Last week, the world and all therein was created. Man is not just created but commanded. After a mere hour of being in command, according to our rabbinic midrash, man sins. There are 10 generations from the birth of Adam until the birth of Noah. "These are the generations of Noach, Noach was in his generations a man righteous and whole-hearted; Noach walked with God."
But the rest of his generation didn't – and you know the rest of the story. In the month of Iyar (this current month!), the torrential deluge begins and lasts, according to our sages' reckoning, for an entire solar year – 365 days.
What is interesting and instructive is to learn of Noah's first activity when he disembarks from his teiva. The world as he knew it is totally decimated, obliterated and washed away. Let's continue our journey "into" the teiva (the word). "Vayeitzu min hateiva" – "they leave the ship" and "Vayeeven Noach" – "Noah builds."

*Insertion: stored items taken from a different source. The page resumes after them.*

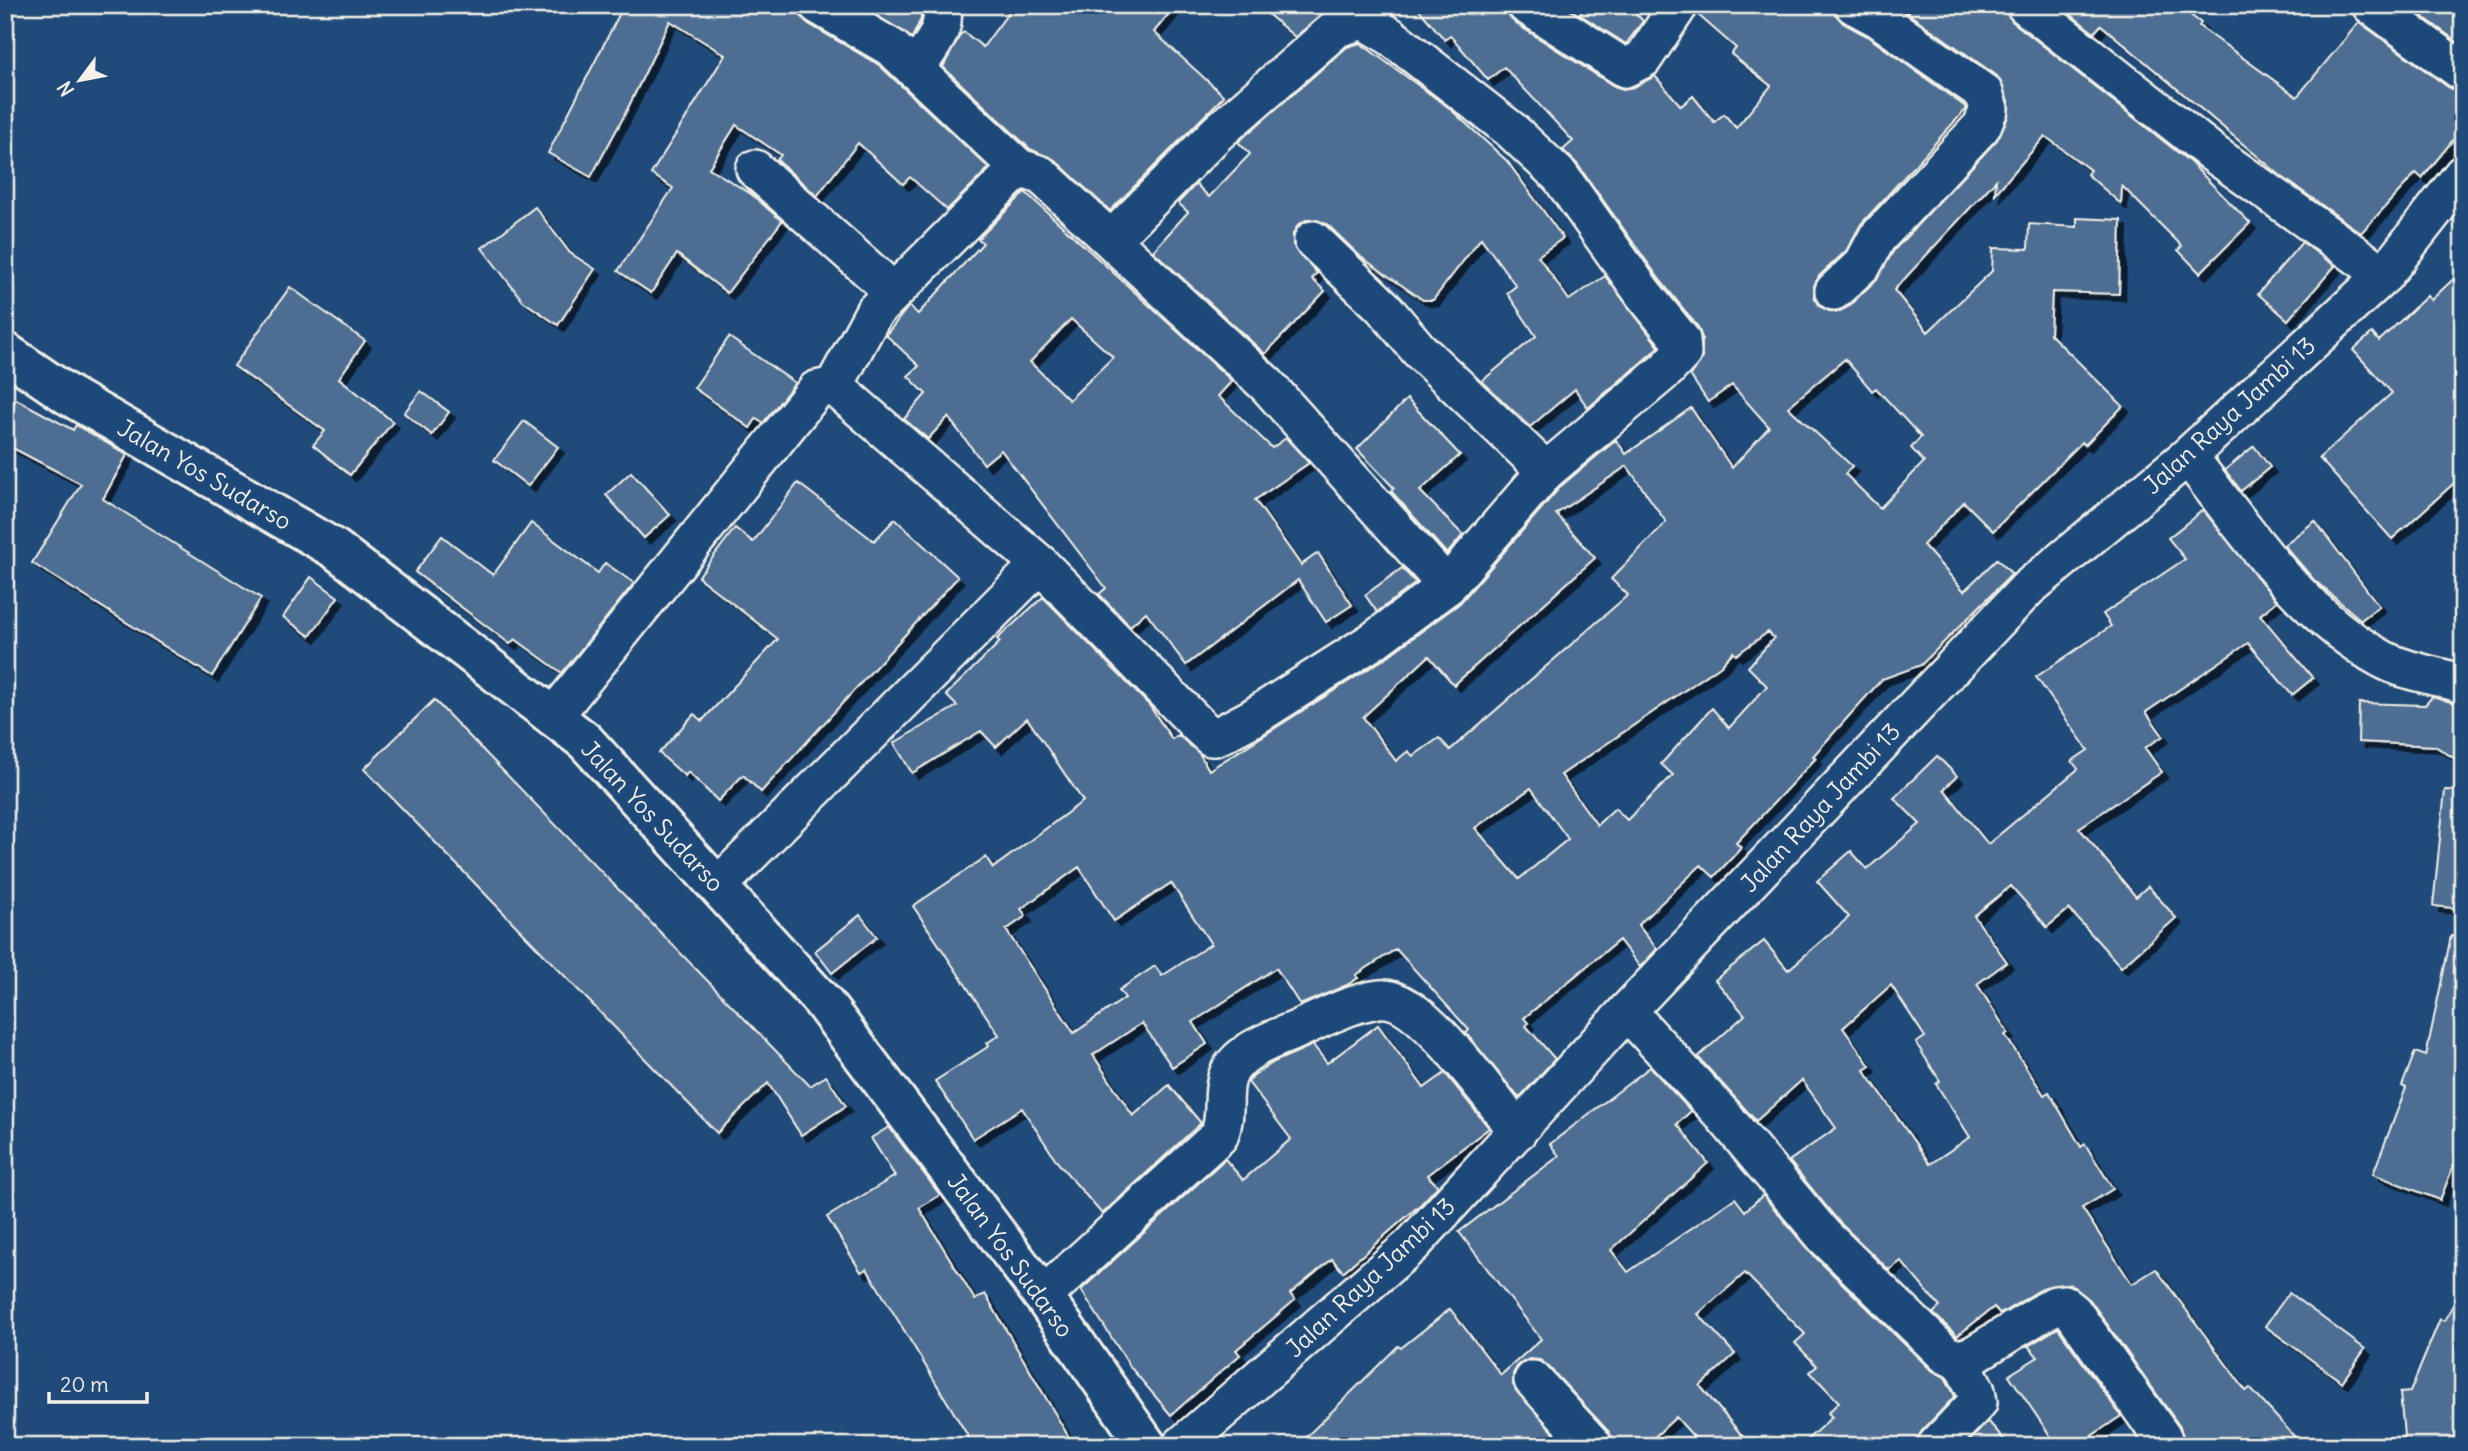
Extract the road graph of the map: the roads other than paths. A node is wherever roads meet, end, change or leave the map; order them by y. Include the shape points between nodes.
1 (818, 5) edge
2 (940, 5) edge
3 (1526, 5) edge
4 (1679, 5) edge
5 (1854, 5) edge
6 (2025, 5) edge
7 (2371, 5) edge
8 (915, 70) junction
9 (2463, 72) edge
10 (1019, 168) junction
11 (755, 169) dead end
12 (2463, 174) edge
13 (1112, 239) junction
14 (1313, 240) dead end
15 (2384, 275) junction
16 (1834, 291) dead end
17 (894, 292) junction
18 (5, 352) edge
19 (834, 387) junction
20 (2188, 456) junction
21 (1546, 471) junction
22 (1040, 564) junction
23 (1447, 586) junction
24 (2463, 684) edge
25 (553, 717) junction
26 (719, 886) junction
27 (1627, 1011) junction
28 (1518, 1131) junction
29 (1043, 1296) junction
30 (1960, 1359) junction
31 (1533, 1380) dead end
32 (2163, 1439) dead end
33 (1147, 1446) edge
34 (1181, 1446) edge
35 (1594, 1446) edge
36 (1936, 1446) edge

1 - 8 street via 892,48
2 - 8 street via 944,16 941,29
3 - 4 street via 1625,68 1643,59
5 - 16 street via 1984,93 1989,109 1982,126 1877,238 1863,264
6 - 15 street via 2214,154
7 - 9 street
8 - 10 street
10 - 13 street via 1041,174
10 - 17 street
11 - 17 street
12 - 15 street, Jalan Raya Jambi 13
13 - 21 street via 1247,107 1337,28 1363,20 1500,121 1560,176 1681,340 1682,353 1668,369
13 - 23 street via 1267,385
14 - 21 street
15 - 20 street, Jalan Raya Jambi 13
17 - 19 street via 874,312
18 - 25 highway, Jalan Yos Sudarso via 68,395 335,549
19 - 22 street
19 - 25 street via 816,390
20 - 24 street via 2289,584 2333,629 2383,660
20 - 27 street, Jalan Raya Jambi 13 via 2028,588
21 - 23 street
22 - 23 street via 1210,737 1252,718 1373,642
22 - 26 street
25 - 26 highway, Jalan Yos Sudarso via 585,741
26 - 29 highway, Jalan Yos Sudarso via 822,1001
27 - 28 street, Jalan Raya Jambi 13
27 - 30 street via 1722,1114 1824,1236 1946,1355
28 - 29 street via 1418,1013 1393,999 1352,1006 1237,1059 1226,1079 1226,1118 1219,1136
28 - 34 street, Jalan Raya Jambi 13 via 1412,1245
29 - 33 highway, Jalan Yos Sudarso
30 - 32 street via 2063,1304
30 - 36 street via 1978,1402
31 - 35 street

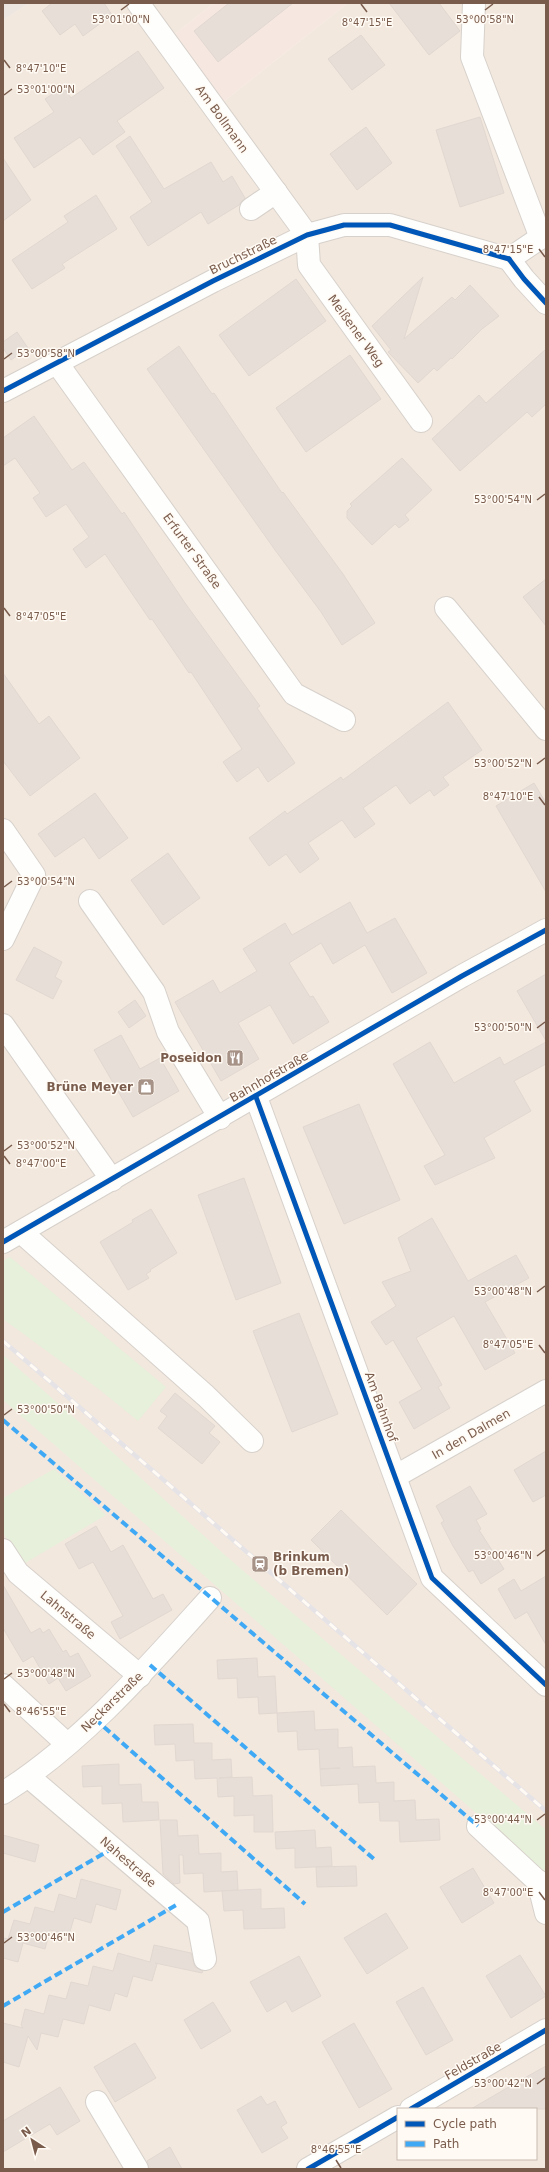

Rather than succumb to lethargy or despair, Noah builds. He is, as it were, the first carpenter of the new world. Listen to what the Torah is profoundly teaching this week – this week of the flood. Noah might have had his world washed away, but he was not about to be washed up. "Noah builds."
But he doesn't build a Levittown community. He builds an altar. The esteemed 19th century chief rabbi of Frankfurt, Rabbi Samson Raphael Hirsch, comments: "We had to build our altars with our own hands. It was not to rest on a base or on pillars – it had to be connected to the ground. Noach consecrated the earth as the place upon which man must build, rock upon rock, as it were, consecrated to God."
Our journey will be fraught with peaks and valleys, we will know of construction and destruction, of victory and defeat, of success and failure. But just as God did not despair of His activity and His world, we, too, are to be stubbornly committed to our activity and our world.
Rabbi David Gutterman is executive director of the Vaad: Board of Rabbis of Greater Philadelphia.